Jornalistas indígenas lançam manual inédito de comunicação
O manual "Poranga Marandúa", resultado de um trabalho colaborativo de mais de 40 povos indígenas, foi lançado em Brasília. Ele propõe uma comunicação antirracista e inclusiva, servindo como instrumento para profissionais da imprensa e educadores.

Jornalistas indígenas lançaram o manual "Poranga Marandúa" na Câmara dos Deputados, uma ferramenta inédita que visa redefinir a comunicação sobre povos originários no Brasil.
Ferramenta "Poranga Marandúa" oferece termos e princípios a partir da perspectiva dos povos originários.
Lançamento e significado do "Poranga Marandúa"
O manual de jornalismo indígena "Poranga Marandúa" foi lançado nesta segunda-feira (10) na Câmara dos Deputados, em Brasília. Esta ferramenta inédita oferece termos, orientações e princípios desenvolvidos a partir da perspectiva dos povos indígenas, buscando uma abordagem mais autêntica e respeitosa na comunicação sobre suas realidades e culturas.
A expressão "Poranga Marandúa", na língua Nheengatu da família Tupi-Guarani, significa "boa notícia". Este significado reflete o otimismo e a importância que os integrantes da Articulação Brasileira de Indígenas Jornalistas (Abrinjor) atribuem à publicação, que é o resultado de um trabalho dedicado de um ano e meio.
Colaboração e diversidade na construção do manual
A coordenadora geral da Abrinjor, Luciene Kaxinawá, destacou que o manual é fruto de um esforço colaborativo que envolveu mais de 40 povos indígenas. Essa vasta diversidade de vozes e experiências é central para o conteúdo da publicação, que reafirma o compromisso com uma comunicação construída a partir dos territórios, das línguas e dos modos próprios de contar histórias dos povos originários.
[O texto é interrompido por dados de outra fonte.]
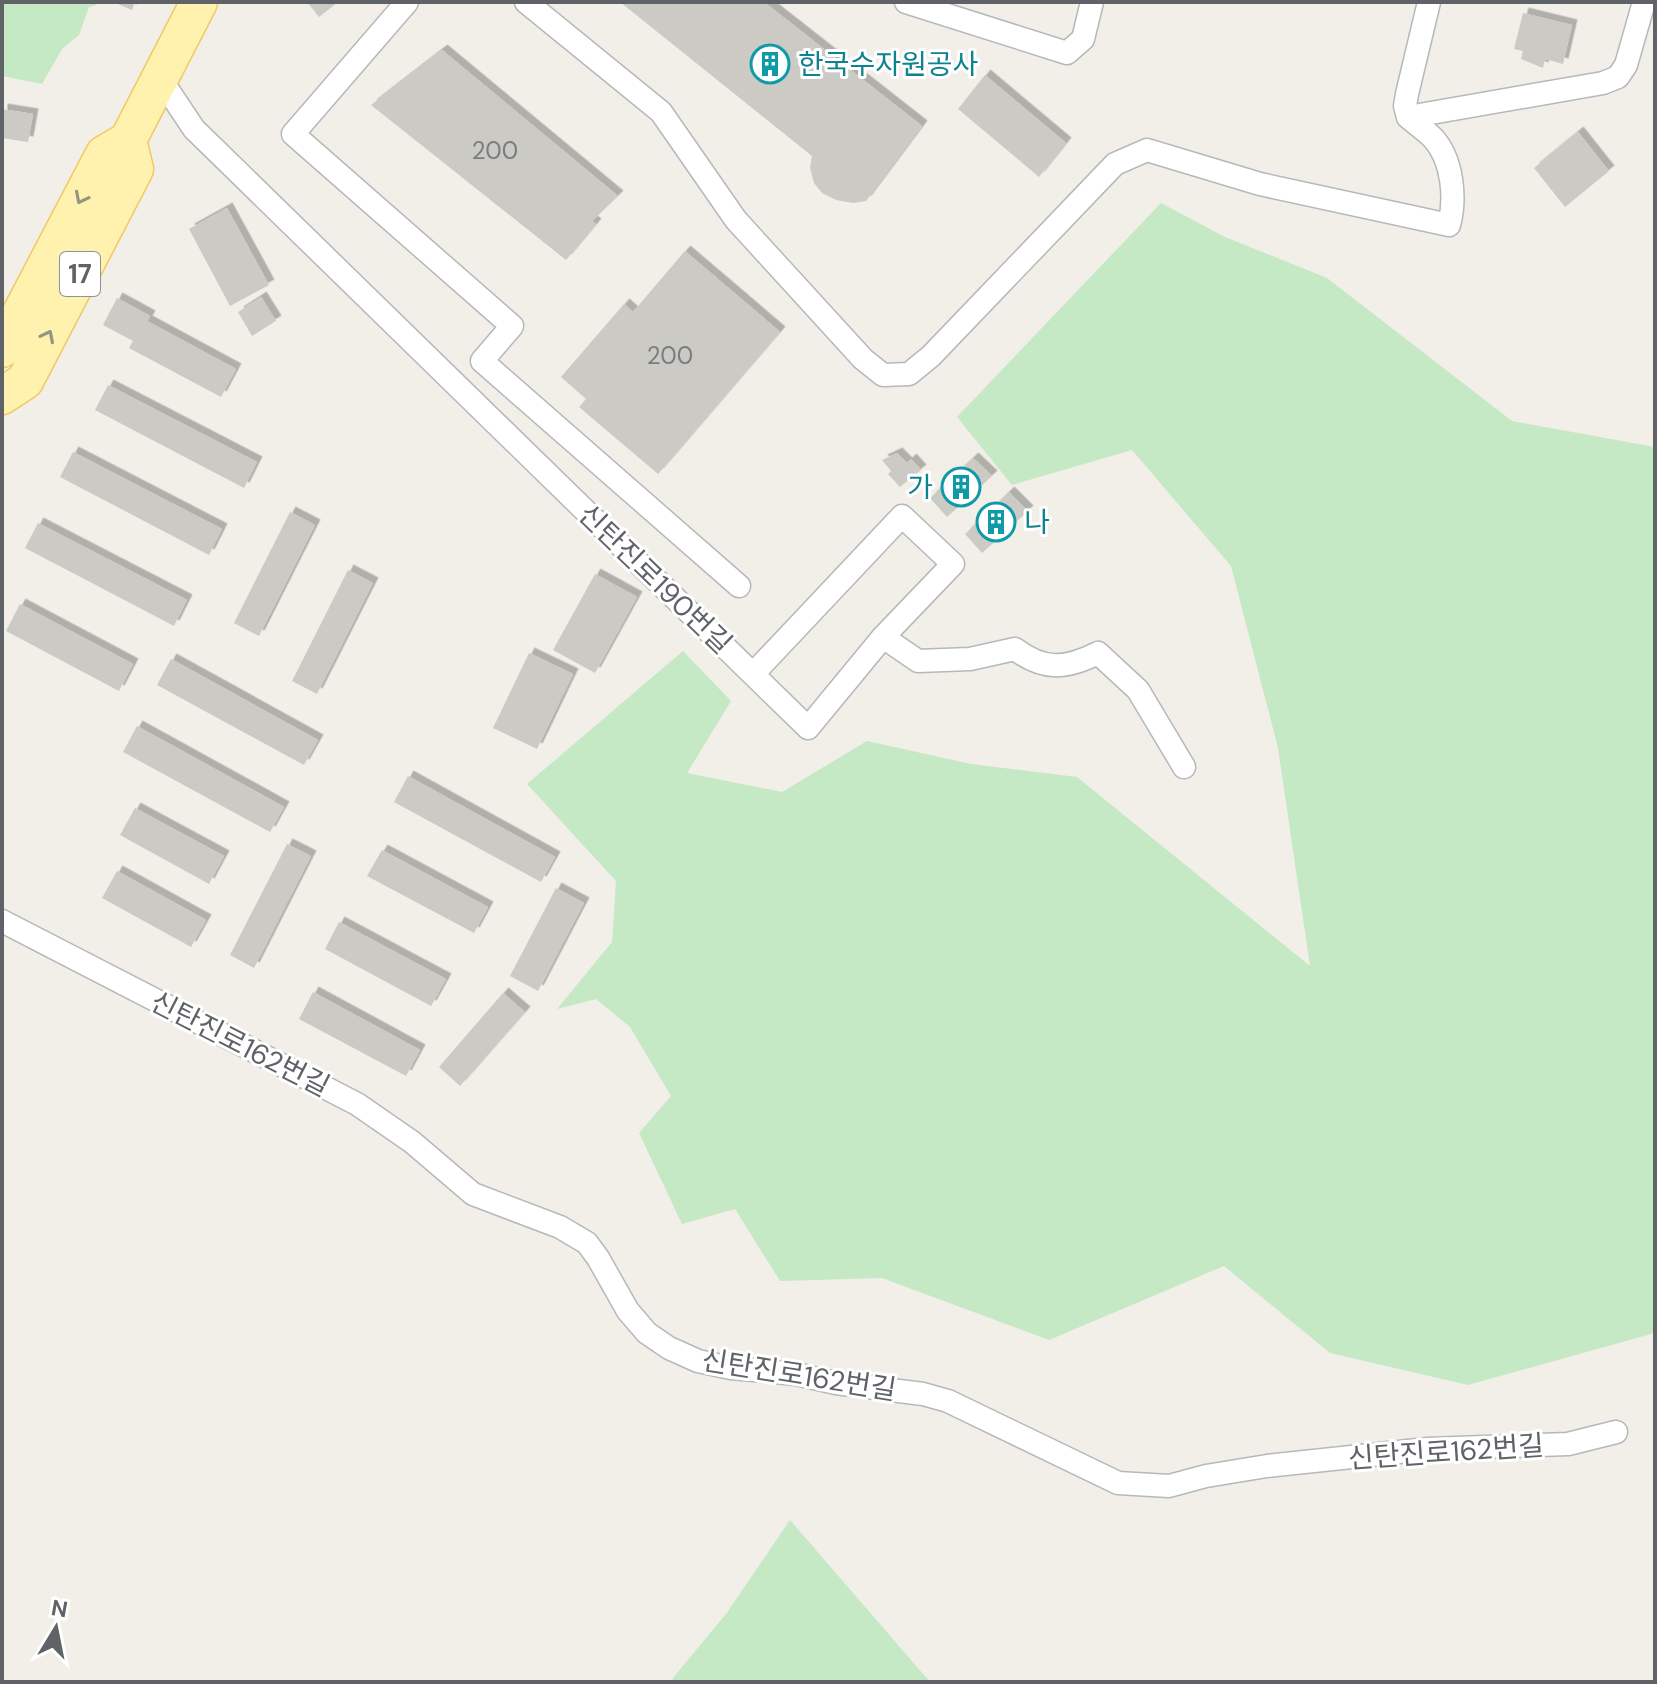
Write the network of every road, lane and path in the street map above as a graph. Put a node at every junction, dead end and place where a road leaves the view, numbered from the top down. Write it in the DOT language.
graph roads {
  1 [pos="199,2"];
  2 [pos="407,2"];
  3 [pos="526,2"];
  4 [pos="906,2"];
  5 [pos="1092,2"];
  6 [pos="1429,2"];
  7 [pos="1644,2"];
  8 [pos="160,78"];
  9 [pos="1408,117"];
  10 [pos="128,140"];
  11 [pos="2,349"];
  12 [pos="2,396"];
  13 [pos="739,586"];
  14 [pos="883,637"];
  15 [pos="753,674"];
  16 [pos="1184,767"];
  17 [pos="2,921"];
  18 [pos="1616,1432"];
  1 -- 8 [label="main road, 17"];
  2 -- 13 [label="street"];
  3 -- 9 [label="street"];
  4 -- 5 [label="street"];
  6 -- 9 [label="street"];
  7 -- 9 [label="street"];
  8 -- 10 [label="main road, 17"];
  8 -- 15 [label="street, 신탄진로190번길"];
  10 -- 11 [label="main road, 17, one-way"];
  12 -- 10 [label="main road, 17, one-way"];
  14 -- 15 [label="street, 신탄진로190번길"];
  14 -- 15 [label="street"];
  14 -- 16 [label="street"];
  17 -- 18 [label="street, 신탄진로162번길"];
}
A primeira edição do "Poranga Marandúa" foi editada e revisada pela Organização Indígena Instituto Kaingáng (Inka). O material está acessível online e de forma gratuita, facilitando seu alcance e utilização por jornalistas, estudantes e o público em geral interessado em uma cobertura mais informada e sensível.
Impacto na educação e na representação jornalística
Sônia Kaingáng, jornalista indígena pioneira e comunicadora do Inka, ressaltou a dupla função do manual: servir como instrumento de trabalho para jornalistas em todo o país e como ferramenta educacional. Ela enfatizou a importância da educação como um caminho fundamental para o desenvolvimento e a compreensão mútua na sociedade brasileira.
Andreza Baré, pesquisadora e comunicóloga, apontou que o manual oferece uma oportunidade valiosa para os currículos e ementas dos cursos de jornalismo. A inclusão do "Poranga Marandúa" pode promover uma redação antirracista, essencial para abordar os povos indígenas e outras comunidades tradicionais de forma justa e sem invisibilização.